== Dataset entries ==
━━━━━━━━━━━━━━━━━━━━

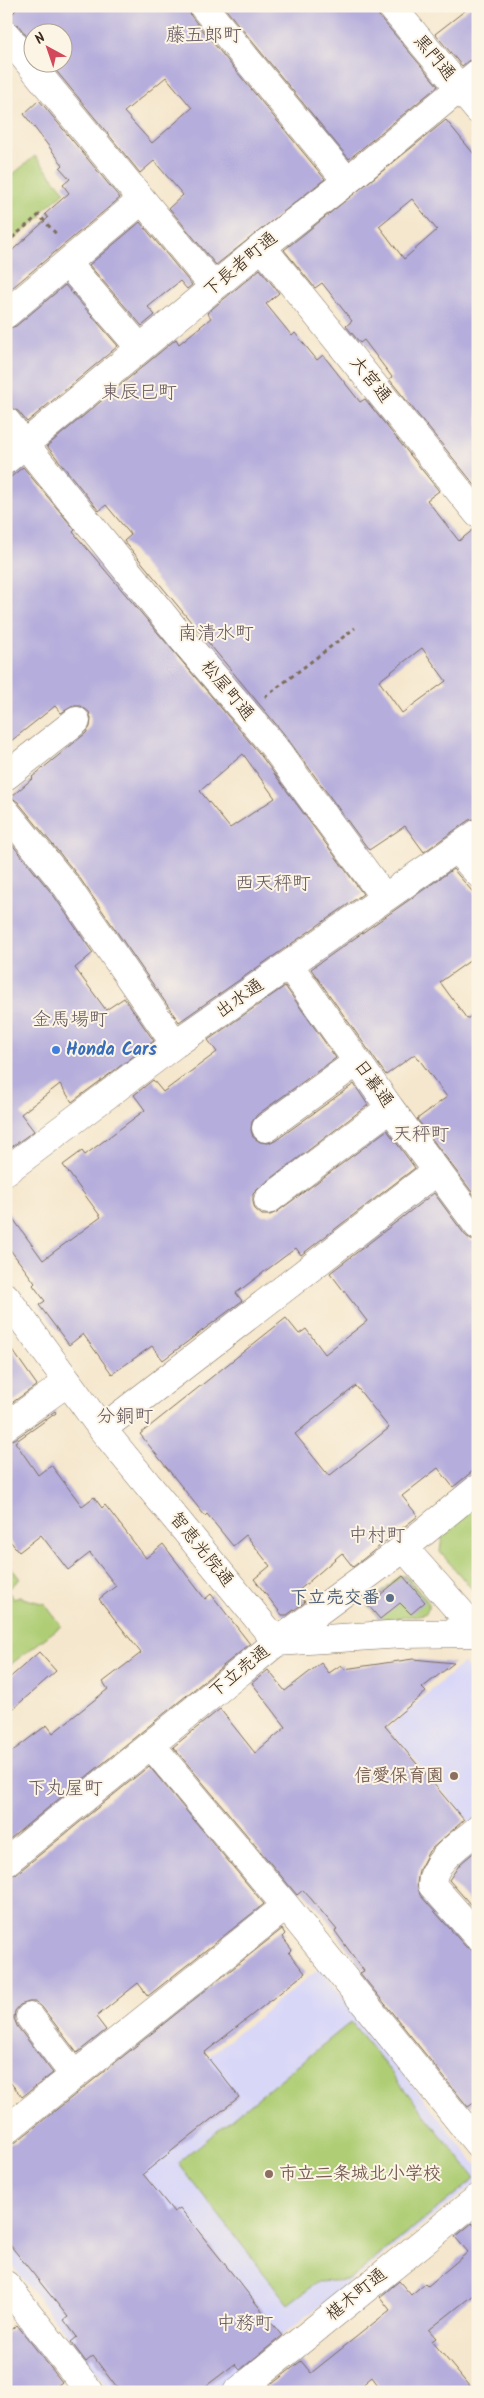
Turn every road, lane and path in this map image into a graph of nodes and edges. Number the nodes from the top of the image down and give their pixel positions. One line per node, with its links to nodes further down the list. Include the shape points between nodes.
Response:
1 (203, 6): 6 (street)
2 (390, 6): 4 (street, 黒門通)
3 (6, 35): 7 (street)
4 (469, 80): 5 (street, 黒門通); 6 (street, 下長者町通)
5 (478, 110)
6 (347, 181): 9 (street, 下長者町通)
7 (142, 200): 10 (street); 11 (street)
8 (6, 243): 10 (path, via 39,215)
9 (262, 246): 11 (street, 下長者町通); 16 (street, 大宮通)
10 (71, 260): 12 (street); 13 (street)
11 (214, 287): 13 (street, 下長者町通)
12 (6, 314)
13 (140, 348): 15 (street, 下長者町通)
14 (6, 421): 15 (street, 松屋町通)
15 (16, 452): 18 (street, 松屋町通)
16 (478, 514)
17 (355, 628): 18 (path)
18 (245, 712): 25 (street, 松屋町通)
19 (76, 721): 20 (street)
20 (6, 776)
21 (6, 812): 27 (street, via 67,887)
22 (478, 833): 23 (street, 出水通)
23 (456, 849): 24 (street); 25 (street, 出水通)
24 (478, 873)
25 (384, 897): 26 (street, 出水通)
26 (289, 965): 27 (street, 出水通); 28 (street, 日暮通)
27 (175, 1044): 31 (street, 出水通)
28 (357, 1062): 29 (street, 日暮通); 30 (street)
29 (390, 1108): 32 (street, 日暮通); 33 (street)
30 (266, 1128)
31 (6, 1171)
32 (436, 1171): 34 (street, 日暮通); 38 (street)
33 (268, 1200)
34 (478, 1226)
35 (6, 1297): 36 (street, 智恵光院通)
36 (68, 1382): 37 (street); 38 (street, 智恵光院通)
37 (6, 1426)
38 (102, 1429): 42 (street, 智恵光院通)
39 (478, 1488): 40 (street, 下立売通)
40 (404, 1548): 41 (street); 42 (street, 下立売通)
41 (478, 1633): 42 (street)
42 (277, 1642): 43 (street, 下立売通)
43 (151, 1745): 45 (street, 下立売通); 46 (street)
44 (478, 1829): 47 (street, via 439,1863 432,1874 432,1884)
45 (6, 1862)
46 (286, 1906): 49 (street); 51 (street)
47 (478, 1937)
48 (30, 2017): 49 (street)
49 (74, 2075): 50 (street)
50 (6, 2130)
51 (478, 2144)
52 (478, 2198): 55 (street, 椹木町通)
53 (6, 2286): 54 (street)
54 (80, 2388)
55 (237, 2392)

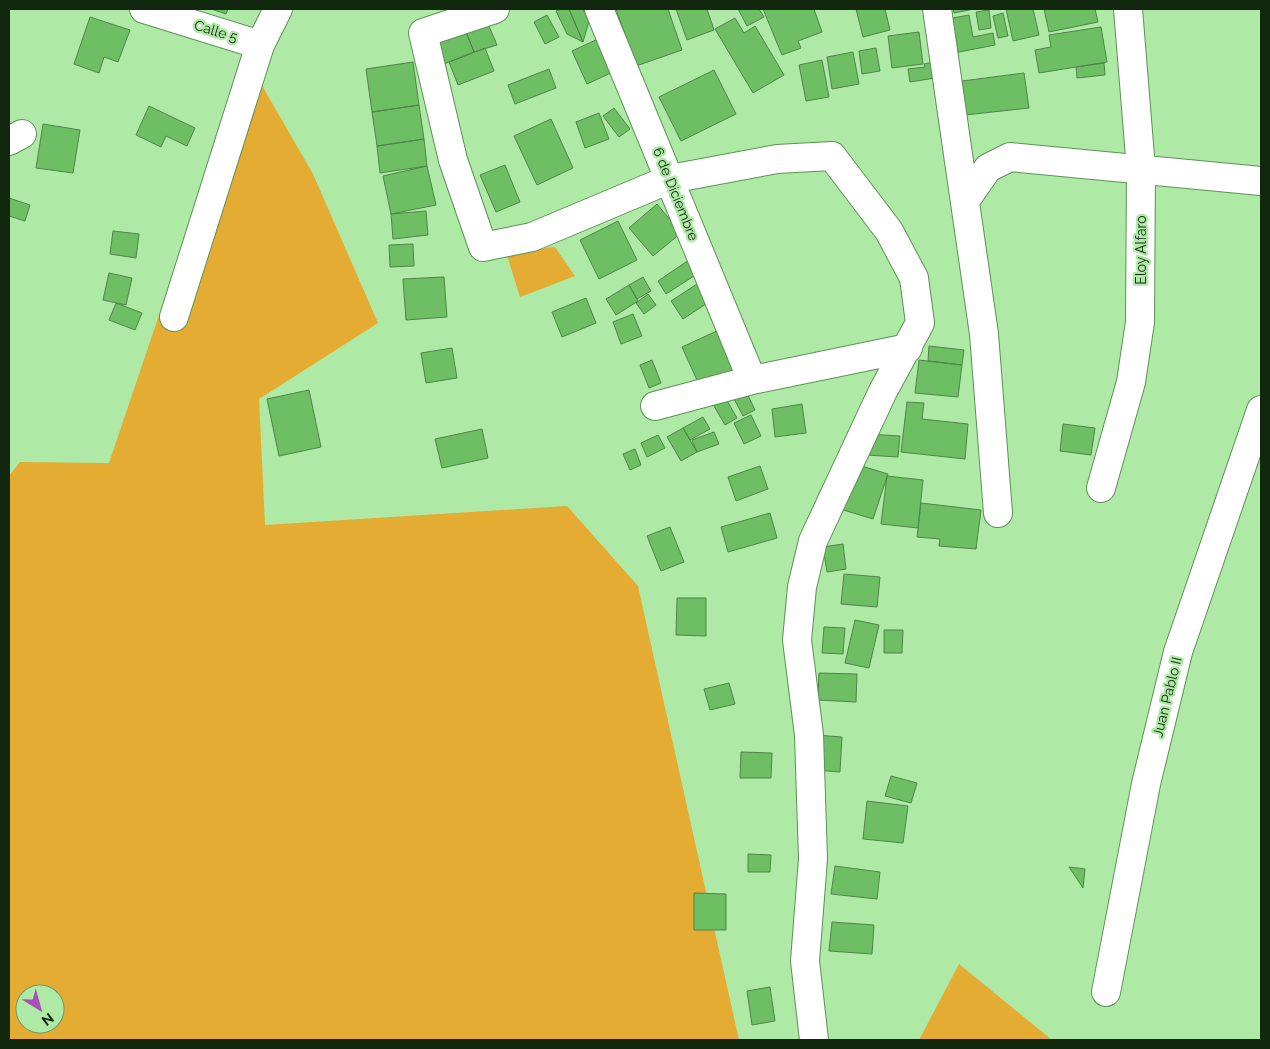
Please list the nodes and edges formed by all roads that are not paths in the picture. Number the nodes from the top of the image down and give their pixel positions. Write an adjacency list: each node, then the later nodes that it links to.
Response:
1 (144, 9): 7 (street, Calle 5)
2 (278, 9): 7 (street)
3 (495, 9): 9 (street)
4 (599, 9): 9 (street, 6 de Diciembre)
5 (937, 9): 11 (street)
6 (1128, 9): 8 (street, Eloy Alfaro)
7 (260, 45): 12 (street)
8 (1141, 169): 10 (street); 11 (street); 17 (street, Eloy Alfaro)
9 (670, 179): 13 (street); 14 (street, 6 de Diciembre)
10 (1261, 181)
11 (965, 201): 18 (street)
12 (174, 317)
13 (908, 348): 14 (street); 20 (street)
14 (752, 380): 15 (street)
15 (655, 406)
16 (1261, 410): 19 (street, Juan Pablo II)
17 (1101, 488)
18 (998, 513)
19 (1106, 992)
20 (814, 1040)

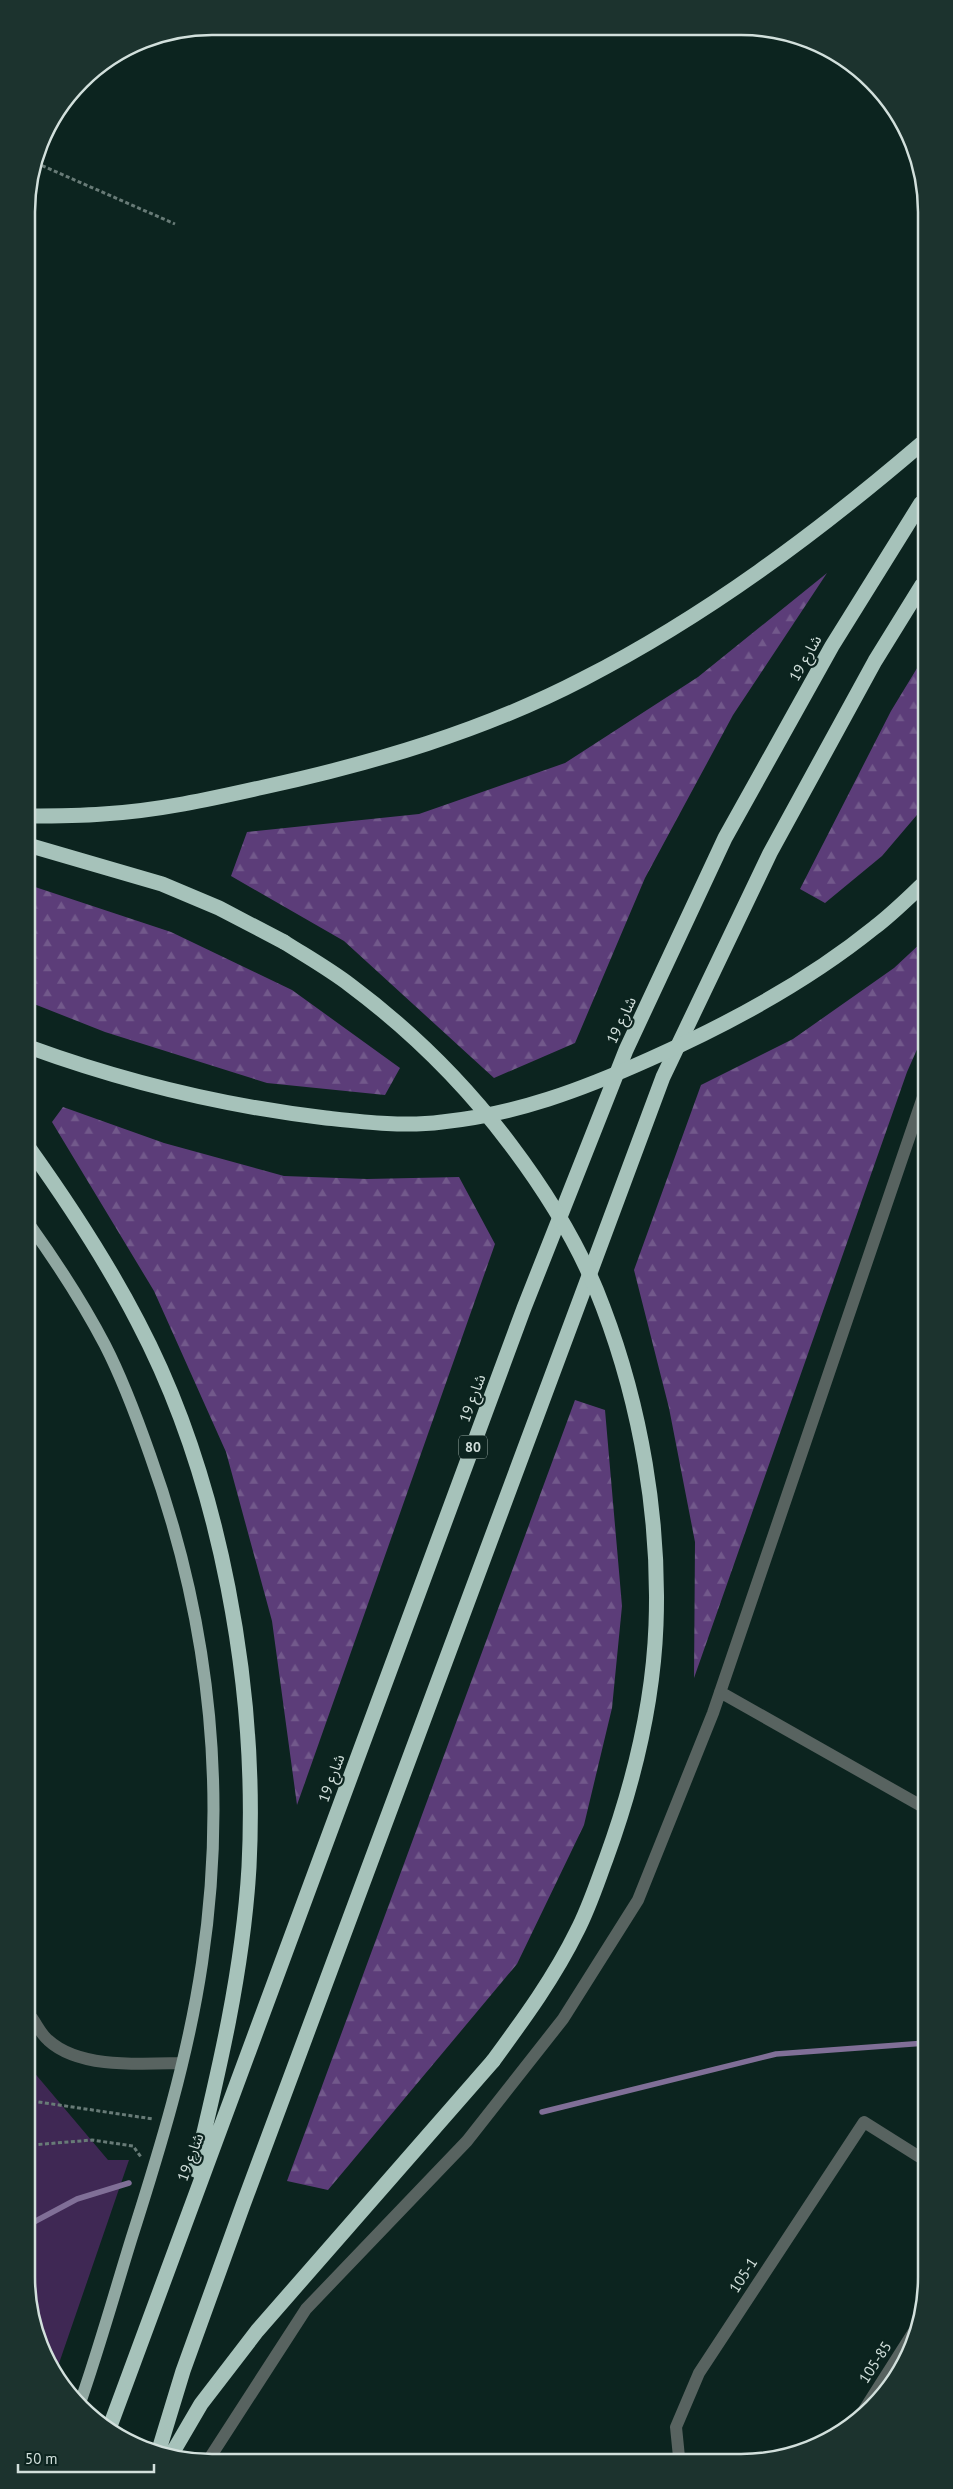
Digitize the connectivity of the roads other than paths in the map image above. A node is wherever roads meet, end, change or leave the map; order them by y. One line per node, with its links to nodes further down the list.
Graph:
1 (918, 446): 4 (highway)
2 (918, 509): 16 (highway, شارع 19 / 80)
3 (918, 591): 21 (highway)
4 (35, 816)
5 (35, 847): 22 (highway, bridge)
6 (918, 889): 7 (highway, bridge)
7 (35, 1049)
8 (918, 1112): 11 (street)
9 (35, 1157): 16 (highway)
10 (35, 1231): 14 (main road)
11 (720, 1692): 12 (street); 23 (street)
12 (918, 1804)
13 (35, 2022): 14 (street)
14 (182, 2063): 19 (main road)
15 (918, 2156): 24 (street, 105-1)
16 (178, 2239): 20 (highway, شارع 19 / 80)
17 (904, 2347): 18 (street, 105-85)
18 (875, 2393)
19 (82, 2397)
20 (111, 2423)
21 (160, 2446)
22 (174, 2450)
23 (212, 2454)
24 (679, 2454)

━━━━━━━━━━━━━━━━━━━━

== TASK STATEMENT ==
Where a line above holds the string "with", show that line.

== RESPONSE TO THIS TASK ==
Turn every road, lane and path in this map image into a graph of nodes and edges. Number the nodes from the top of the image down and give their pixel positions. One line per node, with its links to nodes further down the list. Include the shape points between nodes.
Digitize the connectivity of the roads other than paths in the map image above. A node is wherever roads meet, end, change or leave the map; order them by y. One line per node, with its links to nodes further down the list.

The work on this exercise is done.